**What is expected**
Within the records that follow, find every line containing the string "they". Copy those lines.

**Task input**
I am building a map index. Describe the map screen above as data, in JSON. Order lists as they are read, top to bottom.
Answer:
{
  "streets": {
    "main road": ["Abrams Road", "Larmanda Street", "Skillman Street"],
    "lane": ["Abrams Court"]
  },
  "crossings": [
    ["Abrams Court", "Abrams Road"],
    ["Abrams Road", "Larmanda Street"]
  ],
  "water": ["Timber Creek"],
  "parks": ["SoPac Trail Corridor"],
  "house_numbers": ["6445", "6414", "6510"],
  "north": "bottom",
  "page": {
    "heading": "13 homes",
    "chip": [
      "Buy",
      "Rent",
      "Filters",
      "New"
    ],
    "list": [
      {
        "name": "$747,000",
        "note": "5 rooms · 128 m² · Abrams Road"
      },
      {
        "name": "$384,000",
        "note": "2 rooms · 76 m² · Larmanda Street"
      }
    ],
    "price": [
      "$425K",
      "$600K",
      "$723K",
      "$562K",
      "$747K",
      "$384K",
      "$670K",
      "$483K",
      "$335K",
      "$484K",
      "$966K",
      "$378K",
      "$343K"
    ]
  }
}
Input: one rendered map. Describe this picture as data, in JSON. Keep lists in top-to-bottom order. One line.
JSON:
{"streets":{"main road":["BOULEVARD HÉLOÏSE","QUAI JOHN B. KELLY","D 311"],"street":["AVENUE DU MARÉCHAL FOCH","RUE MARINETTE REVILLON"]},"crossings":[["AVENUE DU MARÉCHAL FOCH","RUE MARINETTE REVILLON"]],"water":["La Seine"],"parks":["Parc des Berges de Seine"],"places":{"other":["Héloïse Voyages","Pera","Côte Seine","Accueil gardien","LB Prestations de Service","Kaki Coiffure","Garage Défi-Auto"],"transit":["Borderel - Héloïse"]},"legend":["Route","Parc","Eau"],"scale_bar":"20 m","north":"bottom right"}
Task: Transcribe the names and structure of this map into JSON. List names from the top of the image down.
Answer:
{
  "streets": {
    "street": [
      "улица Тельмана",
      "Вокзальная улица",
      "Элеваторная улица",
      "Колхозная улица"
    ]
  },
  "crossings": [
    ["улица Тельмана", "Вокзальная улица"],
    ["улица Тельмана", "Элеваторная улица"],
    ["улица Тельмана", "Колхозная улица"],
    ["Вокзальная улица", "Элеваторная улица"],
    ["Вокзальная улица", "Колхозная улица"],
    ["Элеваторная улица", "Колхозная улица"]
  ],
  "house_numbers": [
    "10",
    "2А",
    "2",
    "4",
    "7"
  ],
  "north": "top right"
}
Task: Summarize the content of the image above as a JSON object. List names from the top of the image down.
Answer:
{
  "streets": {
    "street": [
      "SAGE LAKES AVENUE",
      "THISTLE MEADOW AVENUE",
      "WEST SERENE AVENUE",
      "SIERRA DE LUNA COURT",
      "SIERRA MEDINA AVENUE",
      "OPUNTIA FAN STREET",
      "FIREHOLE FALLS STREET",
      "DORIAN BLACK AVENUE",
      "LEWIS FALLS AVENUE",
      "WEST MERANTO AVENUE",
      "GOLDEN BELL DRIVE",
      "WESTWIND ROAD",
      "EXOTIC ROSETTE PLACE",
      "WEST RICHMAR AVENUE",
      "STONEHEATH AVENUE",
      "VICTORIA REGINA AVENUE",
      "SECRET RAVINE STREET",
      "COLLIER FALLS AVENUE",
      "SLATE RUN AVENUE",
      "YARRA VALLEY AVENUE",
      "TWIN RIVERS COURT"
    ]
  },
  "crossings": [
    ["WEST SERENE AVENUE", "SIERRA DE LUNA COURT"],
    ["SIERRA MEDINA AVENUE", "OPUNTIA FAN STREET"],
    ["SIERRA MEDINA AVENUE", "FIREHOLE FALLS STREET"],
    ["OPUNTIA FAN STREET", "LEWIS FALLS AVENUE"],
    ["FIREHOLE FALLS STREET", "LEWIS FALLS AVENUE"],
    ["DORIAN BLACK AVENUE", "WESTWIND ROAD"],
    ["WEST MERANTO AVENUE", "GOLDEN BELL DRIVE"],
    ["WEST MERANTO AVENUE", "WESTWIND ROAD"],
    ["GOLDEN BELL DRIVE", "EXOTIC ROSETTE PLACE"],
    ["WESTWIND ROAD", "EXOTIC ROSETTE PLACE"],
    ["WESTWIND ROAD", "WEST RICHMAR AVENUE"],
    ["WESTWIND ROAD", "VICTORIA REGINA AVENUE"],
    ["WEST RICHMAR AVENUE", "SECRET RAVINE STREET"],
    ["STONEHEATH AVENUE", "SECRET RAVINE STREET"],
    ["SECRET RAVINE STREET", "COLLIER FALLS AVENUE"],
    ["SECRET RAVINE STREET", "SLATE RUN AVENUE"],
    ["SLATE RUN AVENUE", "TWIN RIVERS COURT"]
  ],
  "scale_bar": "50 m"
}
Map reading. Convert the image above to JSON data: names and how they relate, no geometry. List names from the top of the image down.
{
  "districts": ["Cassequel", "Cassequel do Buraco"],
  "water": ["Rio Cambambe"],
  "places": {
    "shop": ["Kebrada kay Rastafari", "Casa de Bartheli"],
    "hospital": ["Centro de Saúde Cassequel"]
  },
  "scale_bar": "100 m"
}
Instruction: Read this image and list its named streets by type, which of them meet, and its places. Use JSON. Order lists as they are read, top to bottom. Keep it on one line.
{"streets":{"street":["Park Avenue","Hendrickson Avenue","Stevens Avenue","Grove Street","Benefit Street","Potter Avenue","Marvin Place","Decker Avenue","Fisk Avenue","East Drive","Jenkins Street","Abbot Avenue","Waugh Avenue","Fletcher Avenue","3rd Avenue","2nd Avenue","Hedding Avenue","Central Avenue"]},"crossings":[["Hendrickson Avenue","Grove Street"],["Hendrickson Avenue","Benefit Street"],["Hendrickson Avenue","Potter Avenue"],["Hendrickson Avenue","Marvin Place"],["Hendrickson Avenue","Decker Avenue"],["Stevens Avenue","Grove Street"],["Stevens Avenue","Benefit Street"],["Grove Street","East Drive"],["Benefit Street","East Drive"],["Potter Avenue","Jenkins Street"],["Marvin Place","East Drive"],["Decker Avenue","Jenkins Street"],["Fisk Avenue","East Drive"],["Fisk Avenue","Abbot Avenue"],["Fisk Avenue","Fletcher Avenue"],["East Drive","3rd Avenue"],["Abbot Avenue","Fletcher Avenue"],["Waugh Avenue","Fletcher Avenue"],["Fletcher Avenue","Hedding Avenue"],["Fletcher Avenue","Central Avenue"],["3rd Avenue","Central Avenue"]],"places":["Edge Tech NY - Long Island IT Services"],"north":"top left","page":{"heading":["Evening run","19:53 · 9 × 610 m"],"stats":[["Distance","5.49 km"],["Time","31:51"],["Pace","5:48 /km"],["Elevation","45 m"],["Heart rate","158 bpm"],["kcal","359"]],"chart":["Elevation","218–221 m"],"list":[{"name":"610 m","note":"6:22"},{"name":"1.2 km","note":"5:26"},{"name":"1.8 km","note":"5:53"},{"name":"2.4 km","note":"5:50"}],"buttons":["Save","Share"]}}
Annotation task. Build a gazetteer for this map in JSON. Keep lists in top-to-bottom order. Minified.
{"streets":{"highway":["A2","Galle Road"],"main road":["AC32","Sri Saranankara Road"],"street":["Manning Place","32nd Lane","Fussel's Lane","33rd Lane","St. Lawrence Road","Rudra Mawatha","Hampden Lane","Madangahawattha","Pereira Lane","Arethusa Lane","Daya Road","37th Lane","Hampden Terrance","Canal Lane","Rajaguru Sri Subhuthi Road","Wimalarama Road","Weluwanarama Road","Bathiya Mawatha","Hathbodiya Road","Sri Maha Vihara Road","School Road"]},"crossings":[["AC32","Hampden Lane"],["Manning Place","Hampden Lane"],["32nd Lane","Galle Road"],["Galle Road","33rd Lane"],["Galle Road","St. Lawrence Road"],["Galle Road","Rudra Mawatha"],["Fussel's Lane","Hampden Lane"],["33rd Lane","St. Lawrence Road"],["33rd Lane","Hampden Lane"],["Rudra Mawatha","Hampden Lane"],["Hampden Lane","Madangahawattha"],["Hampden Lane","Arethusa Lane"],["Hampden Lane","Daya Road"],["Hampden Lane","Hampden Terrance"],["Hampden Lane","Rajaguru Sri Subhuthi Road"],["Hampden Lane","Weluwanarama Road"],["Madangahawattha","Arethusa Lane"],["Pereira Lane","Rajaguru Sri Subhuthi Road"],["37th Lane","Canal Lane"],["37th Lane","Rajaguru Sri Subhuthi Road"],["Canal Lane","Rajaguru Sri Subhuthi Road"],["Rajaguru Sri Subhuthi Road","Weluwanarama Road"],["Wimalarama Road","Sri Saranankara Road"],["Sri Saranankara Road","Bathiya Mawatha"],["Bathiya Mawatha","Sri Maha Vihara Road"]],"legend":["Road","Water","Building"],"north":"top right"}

**Task result**
I am building a map index. Describe the map screen above as data, in JSON. Order lists as they are read, top to bottom.
Map reading. Convert the image above to JSON data: names and how they relate, no geometry. List names from the top of the image down.
Instruction: Read this image and list its named streets by type, which of them meet, and its places. Use JSON. Order lists as they are read, top to bottom. Keep it on one line.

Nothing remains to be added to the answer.